Astronomers catch “ghosts” dancing around radio galaxies

The spooky spectres are being formed by black holes and powerful winds.

Astronomers have released a spooky image of “dancing ghosts,” emanating from a pair of distant radio galaxies — the latest surprise discovery from a massive survey expected to map 70 million galaxies.

Radio galaxies: Like most large galaxies — including our own Milky Way — radio galaxies have a black hole at their center. What sets a radio galaxy apart is that its black hole produces a lot of radio waves.

These electromagnetic waves aren’t visible to the naked eye (which is why you can’t see radio broadcasts on Earth), so we can’t detect radio galaxies using optical telescopes — we have to use special radio telescopes.

radio galaxies
The ASKAP array consist of 36 dish antennas like this one. Credit: CSIRO

The Australian Square Kilometer Array Pathfinder (ASKAP) is one of the biggest and most sensitive radio telescope arrays, and it’s currently being used to study the entire southern sky as part of the Evolutionary Map of the Universe (EMU) survey.

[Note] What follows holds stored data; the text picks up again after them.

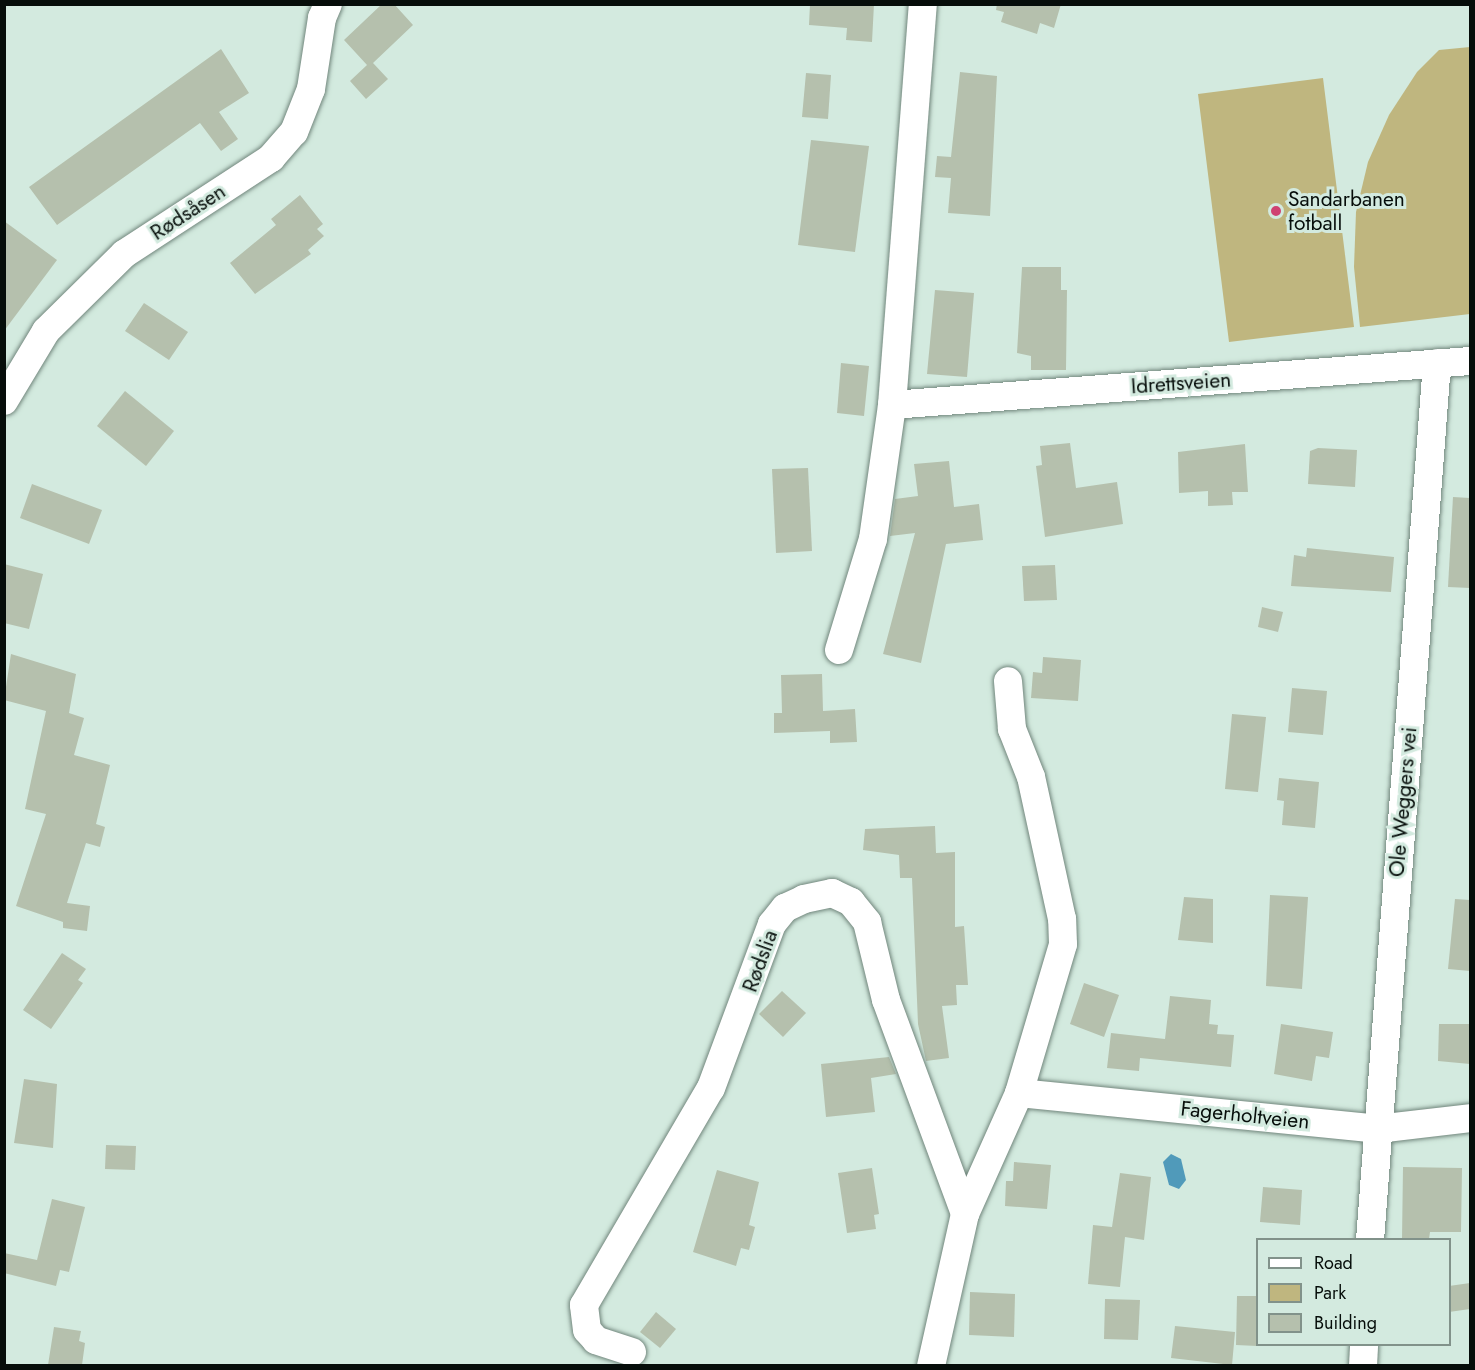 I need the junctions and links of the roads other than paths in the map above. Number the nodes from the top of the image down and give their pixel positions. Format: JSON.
{"nodes":[{"id":1,"x":328,"y":4,"type":"edge"},
{"id":2,"x":923,"y":4,"type":"edge"},
{"id":3,"x":1470,"y":361,"type":"edge"},
{"id":4,"x":1437,"y":364,"type":"junction"},
{"id":5,"x":4,"y":401,"type":"edge"},
{"id":6,"x":892,"y":405,"type":"junction"},
{"id":7,"x":839,"y":650,"type":"dead end"},
{"id":8,"x":1008,"y":681,"type":"dead end"},
{"id":9,"x":1019,"y":1093,"type":"junction"},
{"id":10,"x":1470,"y":1118,"type":"edge"},
{"id":11,"x":1377,"y":1129,"type":"junction"},
{"id":12,"x":965,"y":1214,"type":"junction"},
{"id":13,"x":1370,"y":1238,"type":"edge"},
{"id":14,"x":1364,"y":1346,"type":"edge"},
{"id":15,"x":632,"y":1352,"type":"dead end"},
{"id":16,"x":931,"y":1365,"type":"edge"},
{"id":17,"x":1363,"y":1365,"type":"edge"}],
"edges":[{"from":1,"to":5,"type":"street","name":"Rødsåsen"},
{"from":2,"to":6,"type":"street"},
{"from":3,"to":4,"type":"street","name":"Idrettsveien"},
{"from":4,"to":6,"type":"street","name":"Idrettsveien"},
{"from":4,"to":11,"type":"street","name":"Ole Weggers vei"},
{"from":6,"to":7,"type":"street"},
{"from":8,"to":9,"type":"street"},
{"from":9,"to":11,"type":"street","name":"Fagerholtveien"},
{"from":9,"to":12,"type":"street"},
{"from":10,"to":11,"type":"street","name":"Fagerholtveien"},
{"from":11,"to":13,"type":"street","name":"Ole Weggers vei"},
{"from":12,"to":15,"type":"street","name":"Rødslia"},
{"from":12,"to":16,"type":"street"},
{"from":14,"to":17,"type":"street"}]}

Dancing ghosts: The ASKAP team is now publishing the first discoveries from the survey, and the stunning “dancing ghosts” image is among them.

“Jets of electrons … are then bent into grotesque shapes by an intergalactic wind.”

Ray Norris

“When we first saw the ‘dancing ghosts’ we had no idea what they were,” astrophysicist Ray Norris of Western Sydney University said in a news release.

“After weeks of work, we figured out we were seeing two ‘host’ galaxies, about a billion light-years away,” he continued. “In their centers are two supermassive black holes, squirting out jets of electrons that are then bent into grotesque shapes by an intergalactic wind.” 

More questions: The researchers might have figured out what they are seeing from these radio galaxies, but they still aren’t sure why they’re seeing it.

“[W]here does the intergalactic wind come from?” Norris asked. “Why is it so tangled? And what is causing the streams of radio emission?” 

“We still don’t understand the details of what is going on here,” he continued, “and it will probably take many more observations and modelling before we do.”

Why it matters: Most observations of the universe have been conducted using optical telescopes, but now that astronomers can survey the sky with powerful radio telescopes, a wealth of new information is appearing before their eyes.

“When you boldly go where no telescope has gone before, you are likely to make new discoveries.”

Ray Norris

So, these radio galaxies’ “dancing ghosts” might be one of the first notable discoveries from the EMU survey, but we can expect many more to come.

“We are getting used to surprises as we scan the skies as part of the EMU Project, and probe deeper into the universe than any previous telescope,” Norris said. “When you boldly go where no telescope has gone before, you are likely to make new discoveries.”